"String Quartet" (2003)
for
Forte Piano, Piano, Guitar, and Harp

by
Robert Morris

Program Notes

During the Summer and Fall of 2003, I wrote three pieces based on strict canons for various instruments. The first was Après vous for guitar solo, the next Cañon for piano solo, and the last, a twelve-minute piece for forte-piano, piano, harp, and guitar. Unlike other pieces, the title for this one popped right into my head: "String Quartet", with the quotes as part of the title indicating that the piece is a special string quartet, not the usual ensemble of two violins, viola and cello. I was drawn to this combination for instruments because I wanted to write something for the forte piano and the entire ensemble has a kind of "watery" sound, a texture that connotes flow and gentle turbulence. To this end, the last section of the work could be said to depict a flowing stream together with winding tributaries and small waterfalls.

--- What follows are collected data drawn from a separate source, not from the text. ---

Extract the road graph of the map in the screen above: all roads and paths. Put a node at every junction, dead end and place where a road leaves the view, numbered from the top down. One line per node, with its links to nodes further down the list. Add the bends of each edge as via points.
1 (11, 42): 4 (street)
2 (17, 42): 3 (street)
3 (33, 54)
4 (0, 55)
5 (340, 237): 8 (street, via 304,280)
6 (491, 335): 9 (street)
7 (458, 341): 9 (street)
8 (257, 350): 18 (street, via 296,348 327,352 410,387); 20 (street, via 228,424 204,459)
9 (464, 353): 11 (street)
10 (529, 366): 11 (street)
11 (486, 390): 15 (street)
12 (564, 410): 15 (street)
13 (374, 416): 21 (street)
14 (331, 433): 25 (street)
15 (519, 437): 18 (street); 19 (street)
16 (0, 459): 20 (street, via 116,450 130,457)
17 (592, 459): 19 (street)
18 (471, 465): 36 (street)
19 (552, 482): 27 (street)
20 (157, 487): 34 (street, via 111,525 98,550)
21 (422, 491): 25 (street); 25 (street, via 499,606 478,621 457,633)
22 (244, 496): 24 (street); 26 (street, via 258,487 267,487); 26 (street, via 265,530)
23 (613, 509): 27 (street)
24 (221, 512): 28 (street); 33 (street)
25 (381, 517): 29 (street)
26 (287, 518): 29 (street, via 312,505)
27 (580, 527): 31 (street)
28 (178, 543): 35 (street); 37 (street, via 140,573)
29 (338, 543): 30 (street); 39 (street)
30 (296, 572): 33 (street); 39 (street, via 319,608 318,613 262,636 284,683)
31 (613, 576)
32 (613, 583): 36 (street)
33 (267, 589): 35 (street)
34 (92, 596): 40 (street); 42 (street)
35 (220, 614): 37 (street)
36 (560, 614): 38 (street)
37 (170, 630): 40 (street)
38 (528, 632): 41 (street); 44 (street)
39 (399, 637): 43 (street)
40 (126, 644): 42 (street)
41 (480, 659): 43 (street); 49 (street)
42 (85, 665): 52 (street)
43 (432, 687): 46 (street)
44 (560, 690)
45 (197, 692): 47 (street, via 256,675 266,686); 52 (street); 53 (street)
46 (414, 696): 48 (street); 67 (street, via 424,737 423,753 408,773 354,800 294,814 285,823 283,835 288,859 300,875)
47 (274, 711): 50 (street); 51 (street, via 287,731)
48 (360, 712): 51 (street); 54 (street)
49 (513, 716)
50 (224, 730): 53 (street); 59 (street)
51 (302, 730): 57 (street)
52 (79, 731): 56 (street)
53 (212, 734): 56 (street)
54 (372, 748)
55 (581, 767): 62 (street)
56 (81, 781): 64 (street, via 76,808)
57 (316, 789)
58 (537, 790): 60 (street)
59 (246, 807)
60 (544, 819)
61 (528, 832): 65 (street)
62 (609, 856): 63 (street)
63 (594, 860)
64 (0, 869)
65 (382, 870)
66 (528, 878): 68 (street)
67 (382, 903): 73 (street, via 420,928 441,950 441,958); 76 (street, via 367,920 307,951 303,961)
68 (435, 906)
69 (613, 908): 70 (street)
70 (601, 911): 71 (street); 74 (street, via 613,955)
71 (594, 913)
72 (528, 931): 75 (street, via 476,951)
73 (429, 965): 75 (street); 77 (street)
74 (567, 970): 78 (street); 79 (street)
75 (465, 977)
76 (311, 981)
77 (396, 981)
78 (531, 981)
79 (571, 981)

The canonic features of the structure also contribute to this effect. Unlike the two preceding pieces, this work was based on canons by inversion as well as transposition, and its harmonic language is richer, featuring all six-note chords that are inversionally symmetric. There are three movements to the piece. First, there's "pro" involving solos for all except harp; then comes "proper" for instruments in groups of two or three with a harp solo in the middle; the piece ends with an extended section of about three minutes for all instruments called "improper." The movement names are of course jokes. The piece is not really a quartet until the last section, which is an "improper"* subset of the quartet, thus "proper" before that and "pro" to start things off; and besides, the piece was never a proper string quartet in the first place.

* An improper subset of a set S is the whole set S; the proper subsets are actual subsets of S.